Pair Trading with Meitav Dash and GODM Investments

The main advantage of trading using opposite Meitav Dash and GODM Investments positions is that it hedges away some unsystematic risk. Because of two separate transactions, even if Meitav Dash position performs unexpectedly, GODM Investments can make up some of the losses. Pair trading also minimizes risk from directional movements in the market. For example, if an entire industry or sector drops because of unexpected headlines, the short position in GODM Investments will offset losses from the drop in GODM Investments' long position.

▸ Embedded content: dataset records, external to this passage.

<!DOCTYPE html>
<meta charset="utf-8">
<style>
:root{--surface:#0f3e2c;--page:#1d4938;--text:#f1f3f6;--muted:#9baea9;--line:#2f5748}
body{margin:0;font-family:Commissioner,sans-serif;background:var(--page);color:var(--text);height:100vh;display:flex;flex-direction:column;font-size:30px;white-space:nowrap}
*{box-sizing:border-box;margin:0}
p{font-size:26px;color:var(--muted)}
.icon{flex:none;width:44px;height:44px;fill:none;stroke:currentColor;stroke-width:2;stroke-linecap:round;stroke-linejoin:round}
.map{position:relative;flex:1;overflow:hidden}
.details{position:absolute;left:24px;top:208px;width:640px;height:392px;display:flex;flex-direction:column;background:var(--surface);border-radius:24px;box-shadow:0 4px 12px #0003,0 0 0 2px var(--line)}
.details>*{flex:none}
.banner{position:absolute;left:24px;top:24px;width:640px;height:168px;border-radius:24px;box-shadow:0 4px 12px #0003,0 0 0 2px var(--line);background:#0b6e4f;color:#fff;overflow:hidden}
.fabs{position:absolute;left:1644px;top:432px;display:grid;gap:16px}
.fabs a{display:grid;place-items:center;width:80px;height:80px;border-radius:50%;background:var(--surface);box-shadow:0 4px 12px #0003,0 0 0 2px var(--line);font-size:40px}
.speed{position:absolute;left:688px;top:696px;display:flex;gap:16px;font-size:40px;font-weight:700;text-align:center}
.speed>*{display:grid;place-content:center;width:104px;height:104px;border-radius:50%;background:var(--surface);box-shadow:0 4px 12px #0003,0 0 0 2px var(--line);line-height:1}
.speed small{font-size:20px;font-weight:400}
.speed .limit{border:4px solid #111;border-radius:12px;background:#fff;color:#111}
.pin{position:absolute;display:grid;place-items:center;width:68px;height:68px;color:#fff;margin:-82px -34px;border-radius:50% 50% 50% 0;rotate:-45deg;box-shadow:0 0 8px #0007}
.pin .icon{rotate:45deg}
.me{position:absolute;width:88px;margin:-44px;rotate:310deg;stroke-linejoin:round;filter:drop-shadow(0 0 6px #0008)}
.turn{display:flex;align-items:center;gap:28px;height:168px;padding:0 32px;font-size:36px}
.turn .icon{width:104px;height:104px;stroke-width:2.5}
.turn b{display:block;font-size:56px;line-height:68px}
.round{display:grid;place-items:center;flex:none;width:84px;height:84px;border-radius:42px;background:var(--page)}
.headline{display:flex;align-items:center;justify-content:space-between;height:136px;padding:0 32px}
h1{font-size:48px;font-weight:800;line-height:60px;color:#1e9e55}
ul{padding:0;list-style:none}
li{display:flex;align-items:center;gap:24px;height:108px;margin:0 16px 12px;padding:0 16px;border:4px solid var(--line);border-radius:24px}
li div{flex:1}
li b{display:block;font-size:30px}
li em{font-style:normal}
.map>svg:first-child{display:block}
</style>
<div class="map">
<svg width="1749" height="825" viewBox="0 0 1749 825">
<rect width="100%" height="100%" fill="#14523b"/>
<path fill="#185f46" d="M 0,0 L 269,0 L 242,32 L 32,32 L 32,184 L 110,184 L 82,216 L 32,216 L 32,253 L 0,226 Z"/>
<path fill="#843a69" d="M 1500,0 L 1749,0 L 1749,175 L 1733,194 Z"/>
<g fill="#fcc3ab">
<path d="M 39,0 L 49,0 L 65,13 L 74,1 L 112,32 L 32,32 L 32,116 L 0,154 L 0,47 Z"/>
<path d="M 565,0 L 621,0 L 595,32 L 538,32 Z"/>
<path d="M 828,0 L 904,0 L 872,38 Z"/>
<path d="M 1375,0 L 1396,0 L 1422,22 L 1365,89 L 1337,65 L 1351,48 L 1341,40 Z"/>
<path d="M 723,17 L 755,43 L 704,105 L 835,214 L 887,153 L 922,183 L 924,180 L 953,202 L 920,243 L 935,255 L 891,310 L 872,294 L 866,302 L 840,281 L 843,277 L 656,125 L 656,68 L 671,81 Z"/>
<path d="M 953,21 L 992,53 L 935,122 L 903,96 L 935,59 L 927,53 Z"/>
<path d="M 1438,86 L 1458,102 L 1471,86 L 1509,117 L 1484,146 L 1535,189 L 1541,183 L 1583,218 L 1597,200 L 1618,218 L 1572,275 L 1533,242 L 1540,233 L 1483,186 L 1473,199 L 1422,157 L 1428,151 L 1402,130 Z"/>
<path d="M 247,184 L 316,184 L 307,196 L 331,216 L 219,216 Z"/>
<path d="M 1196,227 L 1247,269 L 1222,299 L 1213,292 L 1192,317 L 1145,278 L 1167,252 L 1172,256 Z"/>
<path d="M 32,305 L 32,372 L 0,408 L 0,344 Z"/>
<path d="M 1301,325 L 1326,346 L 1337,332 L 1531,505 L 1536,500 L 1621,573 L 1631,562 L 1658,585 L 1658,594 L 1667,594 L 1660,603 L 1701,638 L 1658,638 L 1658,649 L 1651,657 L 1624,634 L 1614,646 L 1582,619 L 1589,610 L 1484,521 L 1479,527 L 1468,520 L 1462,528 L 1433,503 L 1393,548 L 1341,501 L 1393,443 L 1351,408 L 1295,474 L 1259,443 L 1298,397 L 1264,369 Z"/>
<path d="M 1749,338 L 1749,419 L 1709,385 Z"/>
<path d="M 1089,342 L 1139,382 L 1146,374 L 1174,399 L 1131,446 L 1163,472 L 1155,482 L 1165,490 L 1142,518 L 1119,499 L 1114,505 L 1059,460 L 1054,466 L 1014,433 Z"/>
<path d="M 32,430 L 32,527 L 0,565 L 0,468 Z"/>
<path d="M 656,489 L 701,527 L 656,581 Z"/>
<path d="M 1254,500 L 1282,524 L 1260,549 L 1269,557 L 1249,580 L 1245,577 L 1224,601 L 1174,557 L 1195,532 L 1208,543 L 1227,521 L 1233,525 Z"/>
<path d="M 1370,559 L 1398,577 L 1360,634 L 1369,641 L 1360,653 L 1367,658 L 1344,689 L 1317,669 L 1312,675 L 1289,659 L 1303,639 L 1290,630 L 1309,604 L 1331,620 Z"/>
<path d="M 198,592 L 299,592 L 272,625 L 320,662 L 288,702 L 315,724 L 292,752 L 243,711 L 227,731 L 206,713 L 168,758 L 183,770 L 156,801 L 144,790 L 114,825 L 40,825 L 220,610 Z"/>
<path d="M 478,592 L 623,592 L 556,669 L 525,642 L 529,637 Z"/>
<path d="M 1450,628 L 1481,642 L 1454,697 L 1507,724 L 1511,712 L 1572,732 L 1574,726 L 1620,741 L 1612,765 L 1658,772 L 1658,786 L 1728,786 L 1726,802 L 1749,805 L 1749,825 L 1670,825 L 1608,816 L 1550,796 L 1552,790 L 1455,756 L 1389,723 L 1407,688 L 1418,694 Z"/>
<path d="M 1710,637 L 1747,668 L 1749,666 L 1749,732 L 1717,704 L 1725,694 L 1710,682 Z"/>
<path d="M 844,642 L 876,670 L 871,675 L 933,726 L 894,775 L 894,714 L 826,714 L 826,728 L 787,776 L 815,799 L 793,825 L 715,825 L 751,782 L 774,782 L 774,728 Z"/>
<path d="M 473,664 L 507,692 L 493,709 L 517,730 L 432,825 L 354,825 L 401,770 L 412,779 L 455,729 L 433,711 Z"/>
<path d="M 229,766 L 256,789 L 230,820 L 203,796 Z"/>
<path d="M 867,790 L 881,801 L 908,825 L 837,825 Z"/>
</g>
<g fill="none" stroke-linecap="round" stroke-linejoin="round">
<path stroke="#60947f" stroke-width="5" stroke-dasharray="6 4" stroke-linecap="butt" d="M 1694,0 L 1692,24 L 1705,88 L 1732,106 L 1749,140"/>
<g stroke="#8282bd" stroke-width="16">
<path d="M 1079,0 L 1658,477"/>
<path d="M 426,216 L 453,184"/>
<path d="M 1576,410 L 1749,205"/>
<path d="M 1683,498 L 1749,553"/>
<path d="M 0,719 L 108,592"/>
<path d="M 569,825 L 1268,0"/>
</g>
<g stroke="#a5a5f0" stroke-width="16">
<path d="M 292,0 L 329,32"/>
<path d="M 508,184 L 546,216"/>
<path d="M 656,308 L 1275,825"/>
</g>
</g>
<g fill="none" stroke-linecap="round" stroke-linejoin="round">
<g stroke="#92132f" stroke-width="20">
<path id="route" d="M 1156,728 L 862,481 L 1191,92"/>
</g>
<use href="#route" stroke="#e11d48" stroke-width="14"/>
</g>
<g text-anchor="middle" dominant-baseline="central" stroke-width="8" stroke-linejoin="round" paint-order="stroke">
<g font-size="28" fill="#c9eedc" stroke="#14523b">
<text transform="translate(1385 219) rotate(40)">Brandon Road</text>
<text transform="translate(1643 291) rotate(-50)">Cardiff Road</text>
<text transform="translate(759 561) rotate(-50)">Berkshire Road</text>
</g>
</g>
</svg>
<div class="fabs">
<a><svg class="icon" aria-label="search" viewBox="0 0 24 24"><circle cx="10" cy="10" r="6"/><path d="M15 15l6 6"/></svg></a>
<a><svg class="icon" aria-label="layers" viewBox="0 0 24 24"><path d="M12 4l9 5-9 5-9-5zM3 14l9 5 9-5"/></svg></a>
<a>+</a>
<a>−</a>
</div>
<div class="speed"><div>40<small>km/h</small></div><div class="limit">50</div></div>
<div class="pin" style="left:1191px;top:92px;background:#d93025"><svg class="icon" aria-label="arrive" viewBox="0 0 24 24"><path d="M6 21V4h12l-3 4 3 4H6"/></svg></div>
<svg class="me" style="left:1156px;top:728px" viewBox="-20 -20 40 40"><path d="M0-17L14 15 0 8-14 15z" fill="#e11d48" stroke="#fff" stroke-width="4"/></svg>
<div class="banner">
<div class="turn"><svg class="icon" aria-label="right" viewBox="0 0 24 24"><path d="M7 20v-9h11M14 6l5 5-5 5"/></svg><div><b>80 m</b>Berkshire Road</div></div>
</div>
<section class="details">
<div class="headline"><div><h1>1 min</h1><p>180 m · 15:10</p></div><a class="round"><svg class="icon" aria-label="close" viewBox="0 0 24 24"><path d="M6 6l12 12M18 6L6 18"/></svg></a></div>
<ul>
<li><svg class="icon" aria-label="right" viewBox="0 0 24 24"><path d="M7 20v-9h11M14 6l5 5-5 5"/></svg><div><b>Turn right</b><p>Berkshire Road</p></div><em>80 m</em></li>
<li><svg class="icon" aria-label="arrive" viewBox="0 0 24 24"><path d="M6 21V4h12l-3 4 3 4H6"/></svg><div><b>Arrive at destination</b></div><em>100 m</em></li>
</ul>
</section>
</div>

The idea behind Meitav Dash Investments and GODM Investments pairs trading is to make the combined position market-neutral, meaning the overall market's direction will not affect its win or loss (or potential downside or upside). This can be achieved by designing a pairs trade with two highly correlated stocks or equities that operate in a similar space or sector, making it possible to obtain profits through simple and relatively low-risk investment.
Check out your portfolio center.
Note that this page's information should be used as a complementary analysis to find the right mix of equity instruments to add to your existing portfolios or create a brand new portfolio. You can also try the Portfolio Holdings module to check your current holdings and cash postion to detemine if your portfolio needs rebalancing.